BRIEF:
Pick out every line of the entries below where "Esplanaden" occurs, and copy those lines.

*** Begin section ***

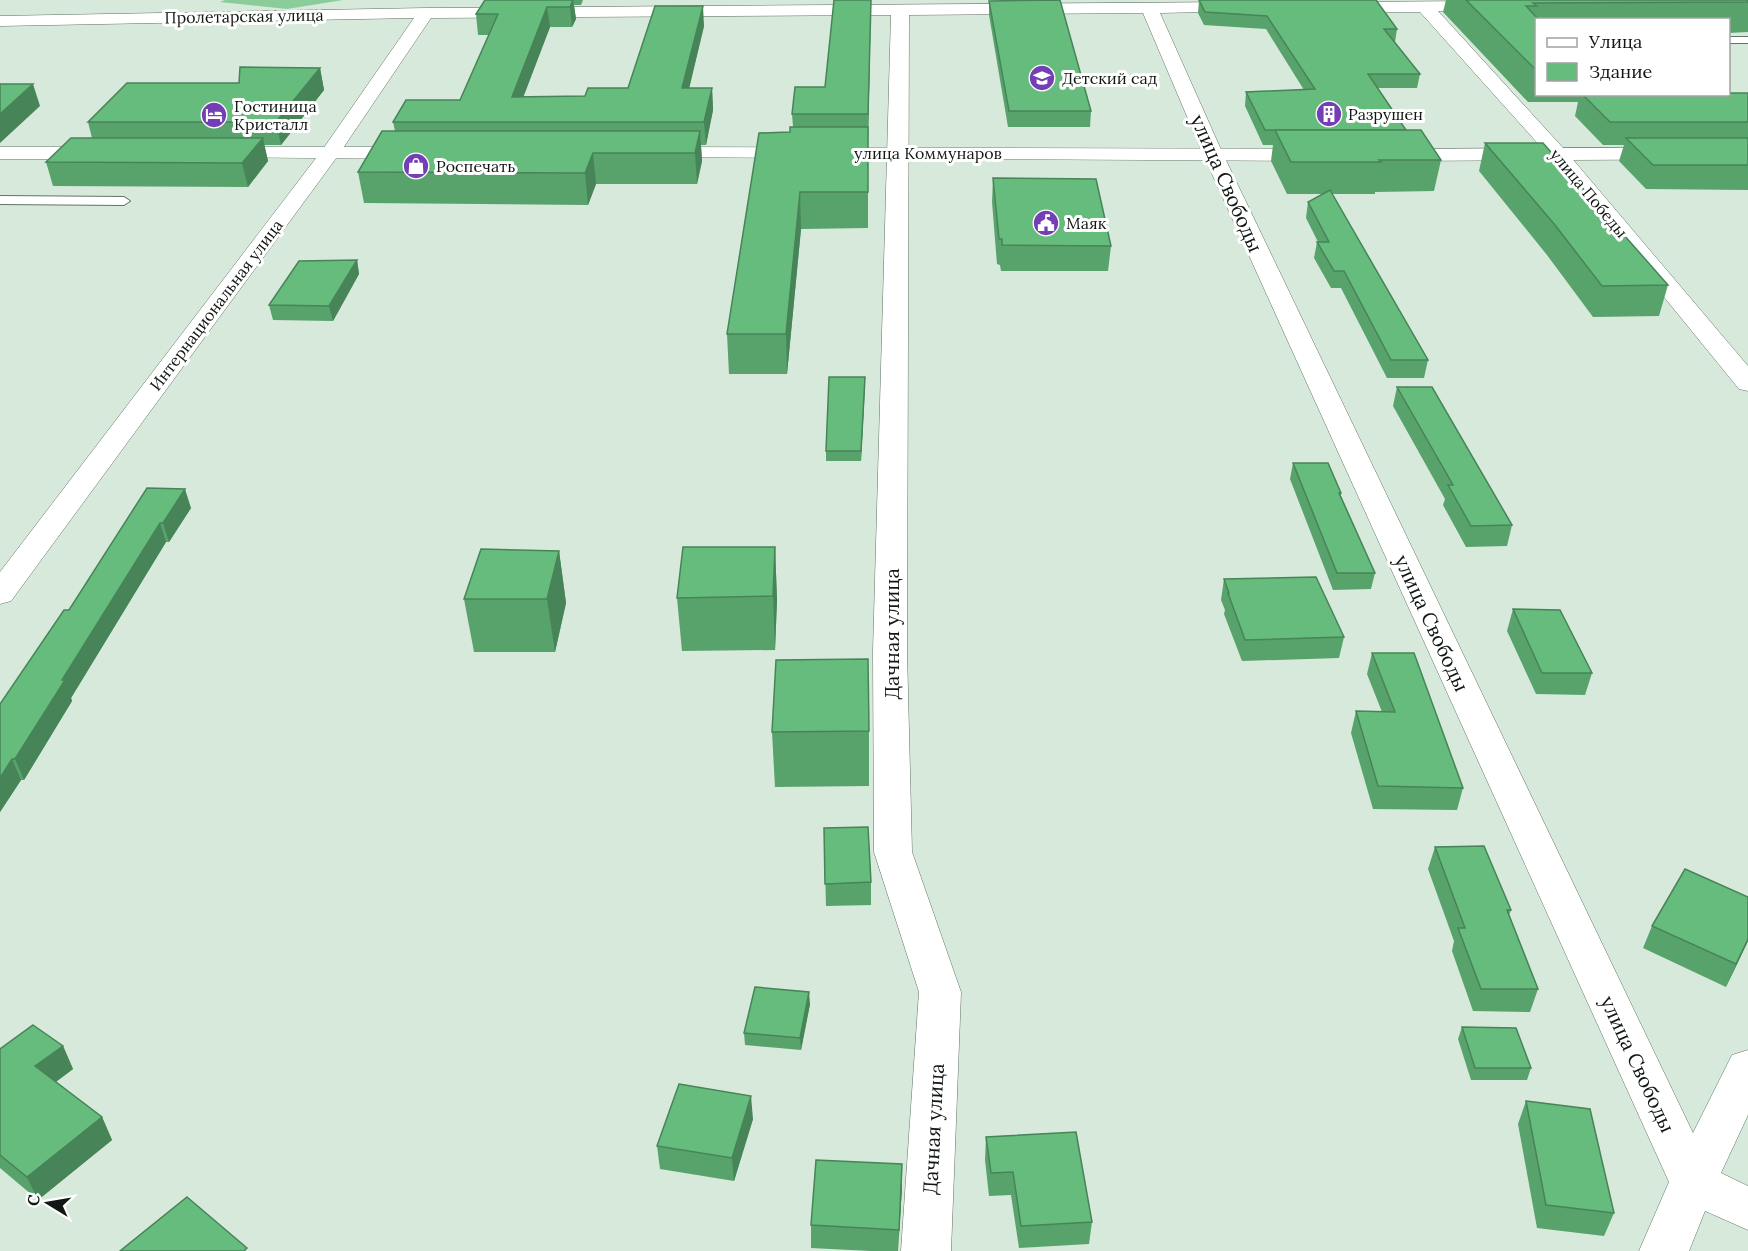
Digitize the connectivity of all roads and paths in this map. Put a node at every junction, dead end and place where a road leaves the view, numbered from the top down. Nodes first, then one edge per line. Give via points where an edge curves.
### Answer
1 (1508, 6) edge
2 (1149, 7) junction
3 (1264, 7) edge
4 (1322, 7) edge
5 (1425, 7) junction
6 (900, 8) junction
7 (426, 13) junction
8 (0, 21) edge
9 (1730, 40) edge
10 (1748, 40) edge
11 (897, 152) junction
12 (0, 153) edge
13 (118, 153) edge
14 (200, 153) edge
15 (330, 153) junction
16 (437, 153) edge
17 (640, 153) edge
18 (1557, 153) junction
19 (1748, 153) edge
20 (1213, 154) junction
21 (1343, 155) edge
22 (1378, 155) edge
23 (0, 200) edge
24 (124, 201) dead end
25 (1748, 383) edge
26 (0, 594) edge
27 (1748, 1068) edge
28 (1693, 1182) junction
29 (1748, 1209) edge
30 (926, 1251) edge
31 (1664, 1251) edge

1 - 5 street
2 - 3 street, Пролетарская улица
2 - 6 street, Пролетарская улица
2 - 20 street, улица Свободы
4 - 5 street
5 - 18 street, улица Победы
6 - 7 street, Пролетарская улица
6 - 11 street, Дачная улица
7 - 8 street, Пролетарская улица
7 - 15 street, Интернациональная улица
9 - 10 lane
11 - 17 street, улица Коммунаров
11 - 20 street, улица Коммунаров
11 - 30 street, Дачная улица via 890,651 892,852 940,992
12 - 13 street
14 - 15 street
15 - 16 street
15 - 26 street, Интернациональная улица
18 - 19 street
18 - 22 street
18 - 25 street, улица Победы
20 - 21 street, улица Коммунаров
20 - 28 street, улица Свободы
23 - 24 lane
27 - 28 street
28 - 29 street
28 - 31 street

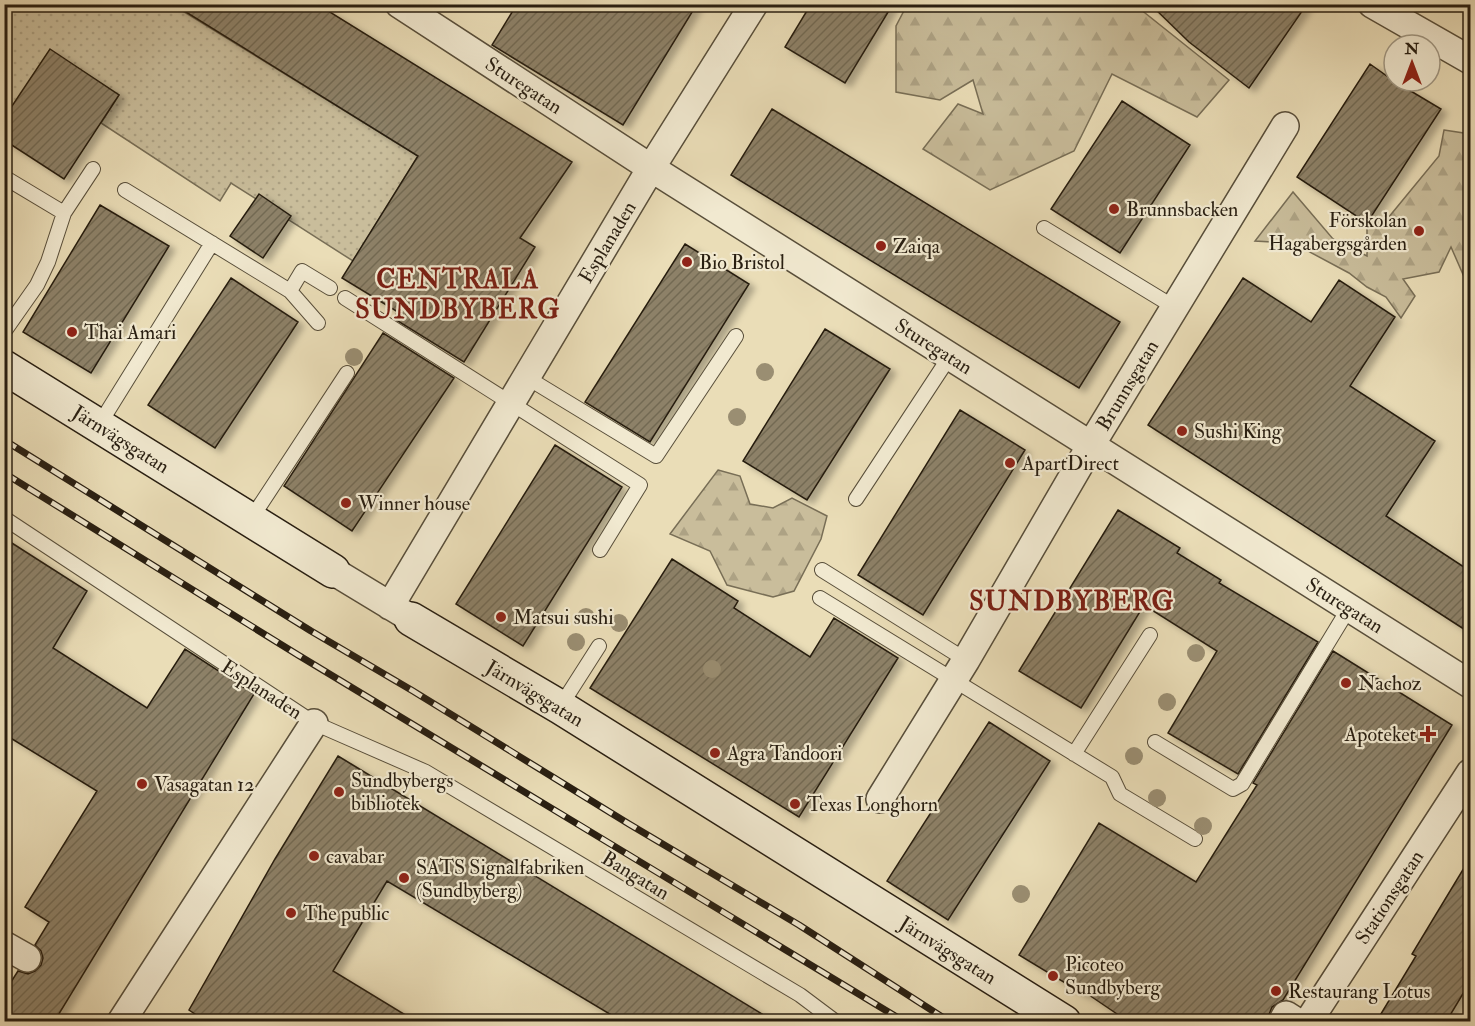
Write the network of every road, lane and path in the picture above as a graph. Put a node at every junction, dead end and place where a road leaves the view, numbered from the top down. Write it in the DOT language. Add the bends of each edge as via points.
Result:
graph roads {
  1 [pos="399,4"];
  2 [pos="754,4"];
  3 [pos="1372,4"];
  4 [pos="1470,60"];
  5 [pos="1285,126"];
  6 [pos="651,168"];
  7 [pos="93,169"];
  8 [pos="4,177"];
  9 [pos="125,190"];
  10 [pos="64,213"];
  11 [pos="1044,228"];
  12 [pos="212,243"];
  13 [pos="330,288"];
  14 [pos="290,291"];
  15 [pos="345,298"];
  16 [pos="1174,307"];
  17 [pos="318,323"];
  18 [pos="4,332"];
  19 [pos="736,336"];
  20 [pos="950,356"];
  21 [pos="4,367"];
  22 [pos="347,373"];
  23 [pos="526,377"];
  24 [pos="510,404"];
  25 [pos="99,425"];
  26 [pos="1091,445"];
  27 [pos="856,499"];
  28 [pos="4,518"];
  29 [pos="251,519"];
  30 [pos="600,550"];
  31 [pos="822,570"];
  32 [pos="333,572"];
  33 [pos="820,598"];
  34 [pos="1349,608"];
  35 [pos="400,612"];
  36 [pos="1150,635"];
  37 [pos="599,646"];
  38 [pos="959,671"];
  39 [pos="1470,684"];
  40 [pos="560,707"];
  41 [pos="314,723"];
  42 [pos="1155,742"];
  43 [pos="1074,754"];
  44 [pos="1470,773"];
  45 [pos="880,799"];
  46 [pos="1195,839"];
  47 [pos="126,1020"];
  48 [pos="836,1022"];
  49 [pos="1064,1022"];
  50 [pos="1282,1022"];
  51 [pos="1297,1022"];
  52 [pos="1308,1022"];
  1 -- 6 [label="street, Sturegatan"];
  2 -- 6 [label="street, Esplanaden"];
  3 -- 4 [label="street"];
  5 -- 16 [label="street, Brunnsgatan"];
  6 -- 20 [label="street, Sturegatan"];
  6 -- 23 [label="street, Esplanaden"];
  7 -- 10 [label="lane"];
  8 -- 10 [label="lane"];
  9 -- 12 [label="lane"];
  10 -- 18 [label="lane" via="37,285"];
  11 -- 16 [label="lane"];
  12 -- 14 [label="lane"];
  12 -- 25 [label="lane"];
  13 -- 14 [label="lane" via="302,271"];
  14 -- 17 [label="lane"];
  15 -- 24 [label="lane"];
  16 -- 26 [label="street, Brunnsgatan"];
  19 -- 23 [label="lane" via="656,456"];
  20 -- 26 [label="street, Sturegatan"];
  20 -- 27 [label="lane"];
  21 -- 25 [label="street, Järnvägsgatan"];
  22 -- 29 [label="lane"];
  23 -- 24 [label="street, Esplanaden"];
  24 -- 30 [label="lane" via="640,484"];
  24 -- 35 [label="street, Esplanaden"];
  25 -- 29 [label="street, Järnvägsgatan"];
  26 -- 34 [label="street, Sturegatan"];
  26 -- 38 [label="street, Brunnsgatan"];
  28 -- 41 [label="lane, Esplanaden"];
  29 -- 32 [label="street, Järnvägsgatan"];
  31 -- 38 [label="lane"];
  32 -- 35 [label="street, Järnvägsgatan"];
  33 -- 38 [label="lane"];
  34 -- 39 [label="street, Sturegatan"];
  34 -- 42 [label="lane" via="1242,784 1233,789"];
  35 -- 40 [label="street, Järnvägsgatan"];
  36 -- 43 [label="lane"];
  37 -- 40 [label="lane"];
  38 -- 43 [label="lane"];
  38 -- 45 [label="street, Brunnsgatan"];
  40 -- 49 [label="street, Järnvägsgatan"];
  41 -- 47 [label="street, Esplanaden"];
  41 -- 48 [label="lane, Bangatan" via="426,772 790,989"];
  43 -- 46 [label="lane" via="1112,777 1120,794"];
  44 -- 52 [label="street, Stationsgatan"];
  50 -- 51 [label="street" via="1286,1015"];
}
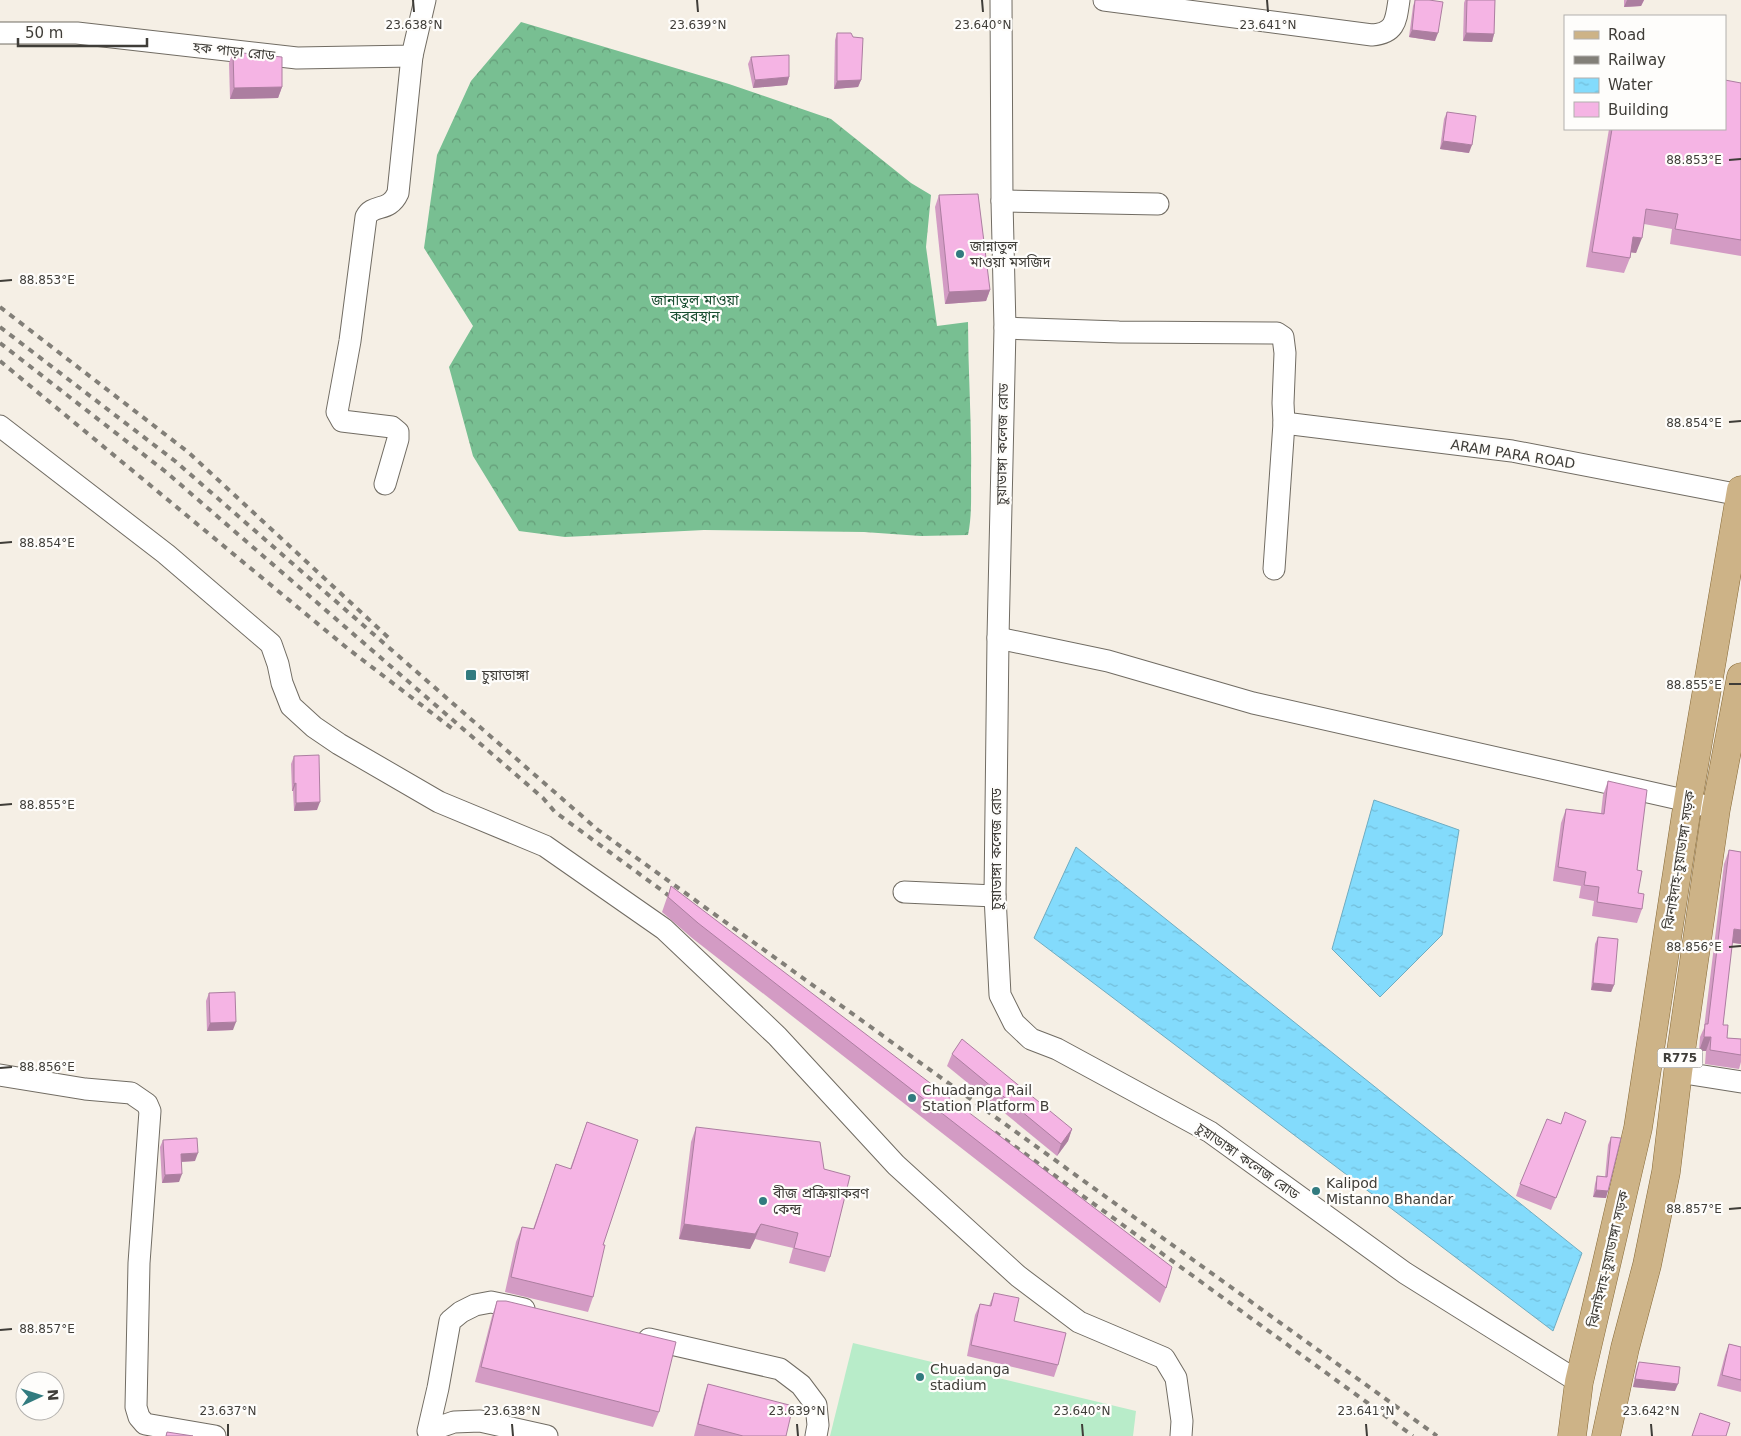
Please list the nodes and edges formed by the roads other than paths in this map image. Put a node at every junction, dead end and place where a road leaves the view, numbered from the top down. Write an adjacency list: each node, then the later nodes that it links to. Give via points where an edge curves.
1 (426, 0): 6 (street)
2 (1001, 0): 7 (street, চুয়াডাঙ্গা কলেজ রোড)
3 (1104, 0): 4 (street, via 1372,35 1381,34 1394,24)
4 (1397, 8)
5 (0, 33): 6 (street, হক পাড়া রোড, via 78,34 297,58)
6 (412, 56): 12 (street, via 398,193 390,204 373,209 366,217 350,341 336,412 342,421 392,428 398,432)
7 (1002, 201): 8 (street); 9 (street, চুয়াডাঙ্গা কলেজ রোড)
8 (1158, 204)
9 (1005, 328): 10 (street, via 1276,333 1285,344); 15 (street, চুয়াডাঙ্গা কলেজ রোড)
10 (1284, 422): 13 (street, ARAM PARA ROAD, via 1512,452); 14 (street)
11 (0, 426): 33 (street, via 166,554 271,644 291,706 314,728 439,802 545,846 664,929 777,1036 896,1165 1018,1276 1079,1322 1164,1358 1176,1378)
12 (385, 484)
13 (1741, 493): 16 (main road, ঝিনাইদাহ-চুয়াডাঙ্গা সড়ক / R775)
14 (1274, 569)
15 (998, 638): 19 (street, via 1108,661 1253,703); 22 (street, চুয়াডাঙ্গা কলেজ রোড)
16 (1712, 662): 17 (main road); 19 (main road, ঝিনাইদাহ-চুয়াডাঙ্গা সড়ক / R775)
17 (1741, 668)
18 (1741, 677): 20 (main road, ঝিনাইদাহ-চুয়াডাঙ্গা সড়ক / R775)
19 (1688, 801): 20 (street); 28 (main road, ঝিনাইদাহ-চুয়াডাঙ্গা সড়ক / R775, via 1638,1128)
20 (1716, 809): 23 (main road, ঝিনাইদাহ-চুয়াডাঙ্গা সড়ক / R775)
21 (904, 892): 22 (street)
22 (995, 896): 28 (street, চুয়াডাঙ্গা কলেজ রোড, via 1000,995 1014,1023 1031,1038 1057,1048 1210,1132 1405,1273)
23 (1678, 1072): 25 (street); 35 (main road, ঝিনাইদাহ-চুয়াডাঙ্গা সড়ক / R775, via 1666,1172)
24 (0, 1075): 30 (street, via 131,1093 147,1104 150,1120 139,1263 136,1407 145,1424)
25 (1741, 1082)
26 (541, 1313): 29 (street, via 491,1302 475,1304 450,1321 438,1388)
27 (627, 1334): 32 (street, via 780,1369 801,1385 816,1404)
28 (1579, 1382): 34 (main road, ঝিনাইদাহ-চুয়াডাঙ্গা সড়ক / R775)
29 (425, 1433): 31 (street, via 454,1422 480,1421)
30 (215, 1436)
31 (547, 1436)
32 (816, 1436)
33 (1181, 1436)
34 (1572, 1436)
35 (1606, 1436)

*** End section ***

WRITTEN ANSWER:
  2 -- 6 [label="street, Esplanaden"];
  6 -- 23 [label="street, Esplanaden"];
  23 -- 24 [label="street, Esplanaden"];
  24 -- 35 [label="street, Esplanaden"];
  28 -- 41 [label="lane, Esplanaden"];
  41 -- 47 [label="street, Esplanaden"];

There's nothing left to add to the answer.